37. The method of claim 30, wherein the chemical modification is a Locked Nucleic Acid (LNA).

38. The method of claim 30, wherein the chemical modification is a hydrophobic moiety.

39. The method of claim 30, wherein the chemical modification is a naphthalene-based modifier.

40. The method of claim 30, wherein the chemical modification is a cholesterol moiety.

41. The method of claim 30, wherein the chemical modification is a non-nucleotide N, N-diethyl-4- (4-nitronaphthalen-1-ylazo) -aniline (ZEN).

42. The method of any one of claims 24-41, wherein the nucleic acid is complementary to any one of SEQ ID NO. 20 to SEQ ID NO. 38.

43. The method of any one of claims 24-42, wherein the miRNA inhibitor binds to a miRNA comprising a nucleic acid at least 50% identical to any one of SEQ ID NOs 20-38.

44. The method of any one of claims 24-42, wherein the miRNA inhibitor binds to a miRNA comprising a nucleic acid at least 90% identical to any one of SEQ ID NOs 20-38.

45. The method of any one of claims 24-42, wherein the miRNA inhibitor binds to a miRNA comprising a nucleic acid at least 95% identical to any one of SEQ ID NOs 20-38.
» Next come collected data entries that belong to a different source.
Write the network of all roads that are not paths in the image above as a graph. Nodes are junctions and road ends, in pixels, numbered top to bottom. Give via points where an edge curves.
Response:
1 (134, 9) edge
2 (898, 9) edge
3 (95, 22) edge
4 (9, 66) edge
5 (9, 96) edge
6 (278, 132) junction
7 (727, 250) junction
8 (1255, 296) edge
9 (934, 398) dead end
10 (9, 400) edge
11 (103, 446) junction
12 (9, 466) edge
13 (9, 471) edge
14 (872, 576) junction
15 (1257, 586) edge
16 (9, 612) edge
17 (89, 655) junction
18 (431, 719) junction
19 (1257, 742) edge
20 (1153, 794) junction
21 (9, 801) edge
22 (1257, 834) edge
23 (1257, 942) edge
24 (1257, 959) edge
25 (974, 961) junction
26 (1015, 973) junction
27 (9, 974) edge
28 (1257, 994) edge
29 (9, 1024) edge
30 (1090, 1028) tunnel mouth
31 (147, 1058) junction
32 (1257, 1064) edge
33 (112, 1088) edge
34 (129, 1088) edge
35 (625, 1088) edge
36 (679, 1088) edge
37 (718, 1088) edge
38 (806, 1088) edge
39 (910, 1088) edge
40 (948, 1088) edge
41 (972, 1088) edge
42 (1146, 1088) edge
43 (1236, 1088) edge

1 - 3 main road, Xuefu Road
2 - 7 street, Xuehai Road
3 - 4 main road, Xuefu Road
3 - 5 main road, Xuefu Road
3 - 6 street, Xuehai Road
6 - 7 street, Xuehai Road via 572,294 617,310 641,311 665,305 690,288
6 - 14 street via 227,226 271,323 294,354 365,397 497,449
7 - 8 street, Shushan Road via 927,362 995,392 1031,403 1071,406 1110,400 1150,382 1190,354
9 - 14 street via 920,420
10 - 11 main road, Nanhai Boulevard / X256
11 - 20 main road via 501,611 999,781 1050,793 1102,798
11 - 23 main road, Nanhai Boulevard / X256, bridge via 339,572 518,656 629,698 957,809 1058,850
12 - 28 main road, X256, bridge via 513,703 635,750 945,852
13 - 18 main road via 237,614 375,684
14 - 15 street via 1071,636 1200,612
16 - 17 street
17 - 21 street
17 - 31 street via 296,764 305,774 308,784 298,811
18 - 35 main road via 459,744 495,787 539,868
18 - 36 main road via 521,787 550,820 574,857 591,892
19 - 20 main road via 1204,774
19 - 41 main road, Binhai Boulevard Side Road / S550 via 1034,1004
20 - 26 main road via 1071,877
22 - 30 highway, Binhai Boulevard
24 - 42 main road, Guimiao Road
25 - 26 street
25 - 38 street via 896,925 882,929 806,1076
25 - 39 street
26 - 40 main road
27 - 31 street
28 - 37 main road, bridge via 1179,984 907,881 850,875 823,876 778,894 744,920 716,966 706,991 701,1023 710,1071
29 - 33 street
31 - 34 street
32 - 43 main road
46. The method of any one of claims 24-42, wherein the miRNA inhibitor binds to a miRNA comprising a nucleic acid at least 98% identical to any one of SEQ ID NOs 20-38.

47. The method of any one of claims 24-42, wherein the miRNA inhibitor binds to a miRNA comprising a nucleic acid as any one of SEQ ID NOs 20-38.

48. The method of any one of claims 24-47, wherein the miRNA inhibitor is at least 5 nucleotides in length.

49. The method of any one of claims 24-47, wherein the miRNA inhibitor is at least 18 nucleotides in length.

50. The method of any one of claims 24-49, wherein the miRNA inhibitor is no greater than 35 nucleotides in length.

51. The method of any one of claims 24-49, wherein the miRNA inhibitor is no greater than 22 nucleotides in length.